This is of course great news for the cloud providers. With widely accepted open standards only emerging at a low pace, the illusion of choice for now is cloud’s dirty secret. Once a customer is signed up, switching between providers becomes physically impractical.  The most cost-effective method of moving a petabyte of data from A to B has long been to rent a room from your cloud provider, transfer the information onto a lorry-load of hard discs, and FedEx them to the data’s new home. The irony for organisations navigating the transition to digital business is that big data, the Holy Grail of transformation, is simply too big to handle digitally.

the nature of global business operations is that data tends to be generated according to the local environment

So how do global businesses run global analytics on immovable data? The solution is to behave like a mining company. The size of the mine dictates that you take the digger to the mine, not vice versa. If the data is too big to move, you take your analytics to the data.

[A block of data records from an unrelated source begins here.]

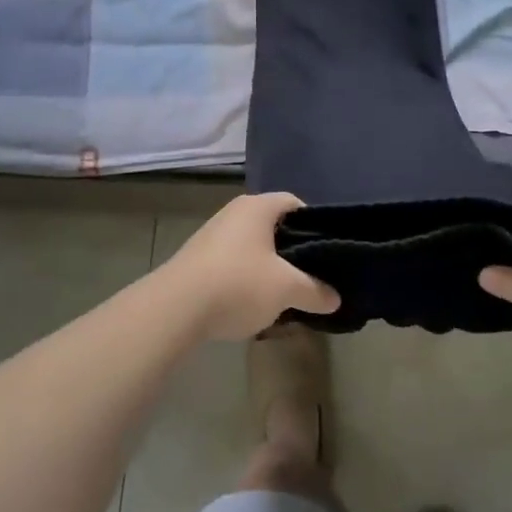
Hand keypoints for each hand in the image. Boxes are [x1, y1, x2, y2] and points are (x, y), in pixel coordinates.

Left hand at [160, 193, 339, 342]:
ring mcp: (212, 235)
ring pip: (252, 247)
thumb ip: (315, 291)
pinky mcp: (196, 259)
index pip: (295, 203)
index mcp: (257, 207)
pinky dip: (246, 278)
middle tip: (311, 274)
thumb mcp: (286, 289)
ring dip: (268, 267)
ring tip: (284, 293)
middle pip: (273, 226)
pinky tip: (252, 303)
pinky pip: (232, 263)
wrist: (175, 307)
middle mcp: (233, 213)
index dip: (315, 224)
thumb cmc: (238, 284)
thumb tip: (336, 298)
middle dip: (293, 250)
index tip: (328, 250)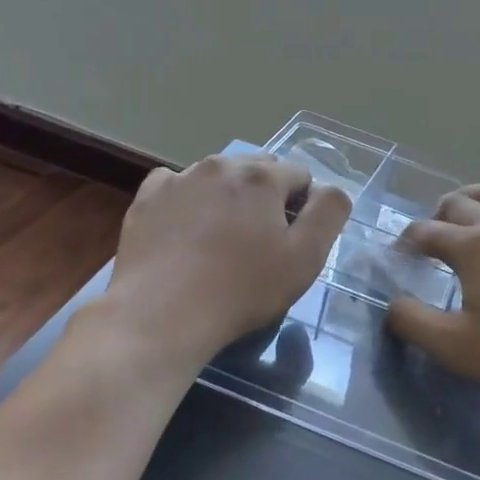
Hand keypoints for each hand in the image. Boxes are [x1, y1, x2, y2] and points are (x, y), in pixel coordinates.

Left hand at [96, 154, 350, 364]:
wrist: (162, 314)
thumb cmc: (242, 289)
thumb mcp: (306, 258)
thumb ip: (329, 214)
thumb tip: (331, 190)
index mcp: (263, 176)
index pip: (301, 176)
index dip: (302, 207)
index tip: (291, 242)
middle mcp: (221, 165)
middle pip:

This is fine in principle, but the nature of global business operations is that data tends to be generated according to the local environment. Our fashion retailer, for example, may have its marketing operations and headquarters in the UK, manufacturing ops in India, and a growing sales market in China. With hundreds of millions of Chinese consumers, the business needs access to as much transactional data as it can lay its hands on. While the Chinese government may decide that any sales data created in China must remain within its borders, given the likely size of its Chinese data set, the retailer will be forced in any case to position its analytics locally.

The problem is that the Chinese arm of the business uses different metadata – different ways of describing the most important data – making it very difficult for the analytics to function. The Chinese office may for example use different descriptive terms for fundamental items, such as customer, size, colour, and place of purchase. And as the business grows, the metadata grows and it becomes harder and harder to set data norms that all employees can easily follow. The company may be a global business, but its analytics are operating at a local level.

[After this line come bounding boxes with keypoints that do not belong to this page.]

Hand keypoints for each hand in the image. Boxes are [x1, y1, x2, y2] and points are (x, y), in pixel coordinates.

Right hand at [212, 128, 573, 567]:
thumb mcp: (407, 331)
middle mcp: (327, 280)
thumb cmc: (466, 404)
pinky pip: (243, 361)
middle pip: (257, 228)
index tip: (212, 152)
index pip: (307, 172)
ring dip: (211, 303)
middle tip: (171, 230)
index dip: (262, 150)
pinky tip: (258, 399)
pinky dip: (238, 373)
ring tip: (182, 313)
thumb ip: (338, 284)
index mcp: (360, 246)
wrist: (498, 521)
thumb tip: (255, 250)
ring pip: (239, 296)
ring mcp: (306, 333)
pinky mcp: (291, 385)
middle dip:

It’s becoming increasingly important for multinationals to understand not only the growing importance of big data as a strategic asset, but also the governance required to manage it as an asset.

Big data is only effective in a global organisation if it is treated as a global asset. For our fashion brand to successfully sell jeans to Chinese consumers at scale, it needs to know exactly how many Chinese consumers are buying size 10 following a sales promotion, which colours are most popular, where those sales are occurring and what else customers add to their baskets. This information must travel quickly across the company’s global supply chain for the company to maximise the sales opportunity. But if the company’s brand new stock management analytics (created in the UK) can’t read Chinese metadata, the business opportunity will be lost.

It’s becoming increasingly important for multinationals to understand not only the growing importance of big data as a strategic asset, but also the governance required to manage it as an asset. For data analytics to be successful across the globe, a light touch is required. It’s up to the CIO – together with her business peers – to work out the minimum governance required to turn the data into an asset that drives global collaboration. That demands a simple, consistent blueprint, a set of rules that enable collaboration rather than inhibit it. It also requires a governance that mirrors the specific dynamics of the organisation, balancing the needs and realities of global and local.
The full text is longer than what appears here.